Narcisa: Our Lady of Ashes
By Jonathan Shaw
Harper Perennial
The friend who recommended me this book asked me how I liked it. My response?
“I’m not sure this is a book you ‘like’ or ‘don’t like.’ It’s compelling, it’s interesting, but there is little to like.”
Sure, Shaw paints an incredibly detailed vision of the favela’s of Rio de Janeiro. He dives head first into what it means to be addicted, to live with it every day. He makes the reader complicit in what is going on, perhaps hoping that Cigano (the narrator, but one who is less protagonist and more audience surrogate) and Narcisa (less a character and more a force of nature) will come out the other end relatively intact.
Cigano is a former addict and a thief, despite his claims at being a writer. Narcisa is a junkie, addicted to crack cocaine and wanting nothing less than to destroy herself and everything that comes in contact with her. The reader is treated to almost a day-by-day retelling of Cigano’s enrapture by Narcisa, of her destructive force in his life. Sure, Cigano gave up drugs on his own, but he becomes just as addicted to Narcisa, justifying it that he is trying to save her, one in a long line of saviors.
Shaw writes with conviction, having survived his own addictions, and his own demons. He writes with unabashed clarity and leaves little room for apologies. He writes not so much for the Narcisa’s of the world, wrapped in addiction and destroying those around them, but for the Cigano’s, that they might extricate themselves from the dark nihilists of the world.
My few complaints are that large chucks of the dialogue are all in bold and italic, which is meant to highlight the auditory assault of Narcisa on a full on rampage. The effect, however, is that the reader becomes numb and it loses effect. My other complaint is that the book drags on over long. Some of the segments could be condensed while still making the point and driving the plot. As a result, the book does read at times more like a diary then a novel. As a conceit, that works, but it also leads to fatigue for the reader where the same point is driven home more than once when it isn’t necessary.
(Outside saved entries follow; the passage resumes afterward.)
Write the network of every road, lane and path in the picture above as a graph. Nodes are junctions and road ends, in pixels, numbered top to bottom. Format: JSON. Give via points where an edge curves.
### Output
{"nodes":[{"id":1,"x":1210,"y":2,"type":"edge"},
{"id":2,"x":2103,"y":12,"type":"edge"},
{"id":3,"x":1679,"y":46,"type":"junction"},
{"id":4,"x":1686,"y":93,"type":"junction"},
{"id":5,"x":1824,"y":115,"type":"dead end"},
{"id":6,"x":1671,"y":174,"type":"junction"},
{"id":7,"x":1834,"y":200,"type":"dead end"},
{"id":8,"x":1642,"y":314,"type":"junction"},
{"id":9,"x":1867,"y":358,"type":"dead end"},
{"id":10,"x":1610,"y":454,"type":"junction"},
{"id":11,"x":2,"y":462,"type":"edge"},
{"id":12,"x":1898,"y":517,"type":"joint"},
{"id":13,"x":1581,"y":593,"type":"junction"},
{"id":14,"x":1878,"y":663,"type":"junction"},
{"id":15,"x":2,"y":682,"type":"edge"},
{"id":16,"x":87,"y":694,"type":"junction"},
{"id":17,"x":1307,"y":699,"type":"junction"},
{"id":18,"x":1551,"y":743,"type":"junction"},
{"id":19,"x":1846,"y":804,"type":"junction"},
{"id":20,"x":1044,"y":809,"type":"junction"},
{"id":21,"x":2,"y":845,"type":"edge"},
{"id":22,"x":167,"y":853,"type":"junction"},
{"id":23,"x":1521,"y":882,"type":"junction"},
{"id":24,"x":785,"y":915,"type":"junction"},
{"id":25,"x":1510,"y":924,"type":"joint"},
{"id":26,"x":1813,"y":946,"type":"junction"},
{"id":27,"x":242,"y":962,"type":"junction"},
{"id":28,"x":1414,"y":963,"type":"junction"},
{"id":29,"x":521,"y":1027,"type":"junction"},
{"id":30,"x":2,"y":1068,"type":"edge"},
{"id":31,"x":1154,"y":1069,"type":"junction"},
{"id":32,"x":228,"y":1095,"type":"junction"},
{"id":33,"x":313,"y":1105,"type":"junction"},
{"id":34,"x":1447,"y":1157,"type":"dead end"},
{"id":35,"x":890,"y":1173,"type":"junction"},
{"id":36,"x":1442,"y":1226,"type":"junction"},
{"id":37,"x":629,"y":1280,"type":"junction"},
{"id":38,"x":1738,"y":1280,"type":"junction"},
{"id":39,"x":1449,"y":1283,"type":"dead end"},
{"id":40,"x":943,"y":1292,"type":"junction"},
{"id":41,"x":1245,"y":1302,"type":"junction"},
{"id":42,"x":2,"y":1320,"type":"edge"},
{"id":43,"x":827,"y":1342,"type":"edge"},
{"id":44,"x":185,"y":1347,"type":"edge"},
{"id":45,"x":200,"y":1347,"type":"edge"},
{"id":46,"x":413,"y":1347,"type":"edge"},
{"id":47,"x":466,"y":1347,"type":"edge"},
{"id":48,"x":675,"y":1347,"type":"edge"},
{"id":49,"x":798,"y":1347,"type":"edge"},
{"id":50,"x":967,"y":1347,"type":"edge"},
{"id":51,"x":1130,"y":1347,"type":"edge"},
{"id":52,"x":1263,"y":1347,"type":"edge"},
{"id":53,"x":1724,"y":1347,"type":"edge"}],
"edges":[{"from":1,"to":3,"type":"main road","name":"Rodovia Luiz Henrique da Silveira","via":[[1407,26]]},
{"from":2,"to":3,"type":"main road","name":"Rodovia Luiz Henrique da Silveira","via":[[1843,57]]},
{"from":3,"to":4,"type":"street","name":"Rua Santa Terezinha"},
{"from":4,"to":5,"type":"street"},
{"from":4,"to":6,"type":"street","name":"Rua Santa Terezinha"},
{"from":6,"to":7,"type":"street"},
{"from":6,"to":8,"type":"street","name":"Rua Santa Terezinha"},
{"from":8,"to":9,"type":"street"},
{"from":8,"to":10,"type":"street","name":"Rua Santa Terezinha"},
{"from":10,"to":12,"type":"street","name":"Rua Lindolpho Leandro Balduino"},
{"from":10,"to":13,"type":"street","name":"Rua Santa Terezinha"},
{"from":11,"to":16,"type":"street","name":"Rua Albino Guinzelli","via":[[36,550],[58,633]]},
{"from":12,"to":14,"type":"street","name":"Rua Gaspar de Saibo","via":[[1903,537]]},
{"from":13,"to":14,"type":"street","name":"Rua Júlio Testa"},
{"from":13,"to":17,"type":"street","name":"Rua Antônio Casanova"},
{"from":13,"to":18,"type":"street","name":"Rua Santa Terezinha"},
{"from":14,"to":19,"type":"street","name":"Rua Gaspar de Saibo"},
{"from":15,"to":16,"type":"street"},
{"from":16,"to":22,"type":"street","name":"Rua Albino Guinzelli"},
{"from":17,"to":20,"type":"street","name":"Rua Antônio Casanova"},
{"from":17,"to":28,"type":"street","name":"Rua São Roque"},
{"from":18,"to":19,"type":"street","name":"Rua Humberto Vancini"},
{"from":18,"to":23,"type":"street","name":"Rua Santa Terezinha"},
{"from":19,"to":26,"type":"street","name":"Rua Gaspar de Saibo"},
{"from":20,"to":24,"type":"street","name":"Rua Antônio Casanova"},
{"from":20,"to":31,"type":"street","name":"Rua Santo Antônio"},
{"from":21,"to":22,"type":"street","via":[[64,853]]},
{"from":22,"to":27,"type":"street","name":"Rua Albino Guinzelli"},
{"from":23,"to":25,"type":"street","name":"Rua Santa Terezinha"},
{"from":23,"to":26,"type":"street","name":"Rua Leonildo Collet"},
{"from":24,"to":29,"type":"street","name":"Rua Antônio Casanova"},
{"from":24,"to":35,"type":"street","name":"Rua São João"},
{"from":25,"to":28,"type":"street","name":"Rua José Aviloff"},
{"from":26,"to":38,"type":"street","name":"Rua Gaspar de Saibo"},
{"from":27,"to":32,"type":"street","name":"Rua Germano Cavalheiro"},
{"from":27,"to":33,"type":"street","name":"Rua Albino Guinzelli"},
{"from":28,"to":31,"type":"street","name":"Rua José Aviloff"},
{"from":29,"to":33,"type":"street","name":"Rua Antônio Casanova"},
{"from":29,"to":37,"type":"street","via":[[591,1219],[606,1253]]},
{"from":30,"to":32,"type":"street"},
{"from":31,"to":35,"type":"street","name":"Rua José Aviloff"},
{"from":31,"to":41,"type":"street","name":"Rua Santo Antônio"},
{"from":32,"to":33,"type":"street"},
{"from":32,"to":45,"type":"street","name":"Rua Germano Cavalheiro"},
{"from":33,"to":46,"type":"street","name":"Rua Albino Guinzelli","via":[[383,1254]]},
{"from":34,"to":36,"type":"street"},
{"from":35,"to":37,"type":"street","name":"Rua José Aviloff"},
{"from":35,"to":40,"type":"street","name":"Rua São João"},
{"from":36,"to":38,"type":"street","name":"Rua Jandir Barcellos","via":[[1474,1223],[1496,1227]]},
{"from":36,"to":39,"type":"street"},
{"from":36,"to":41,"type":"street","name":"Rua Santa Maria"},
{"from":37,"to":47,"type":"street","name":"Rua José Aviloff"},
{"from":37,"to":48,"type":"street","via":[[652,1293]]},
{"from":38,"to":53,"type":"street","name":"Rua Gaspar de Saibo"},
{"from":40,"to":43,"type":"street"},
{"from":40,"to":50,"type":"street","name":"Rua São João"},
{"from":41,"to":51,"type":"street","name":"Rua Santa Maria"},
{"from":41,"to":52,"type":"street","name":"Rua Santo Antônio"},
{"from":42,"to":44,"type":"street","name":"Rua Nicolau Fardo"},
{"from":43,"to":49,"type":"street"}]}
I highly recommend this for anyone who wants a glimpse at the horror that lies underneath the veneer in Brazil, those that want a book to grab them by the back of the head and see just how terrible addiction can be. It stands as a warning sign, but it’s a beautiful one.
4 out of 5 stars.
I remember reading Antony Beevor’s ‘Stalingrad’ and being left a hollowed out shell after every chapter. Not a book you enjoy, but one that needs to be read.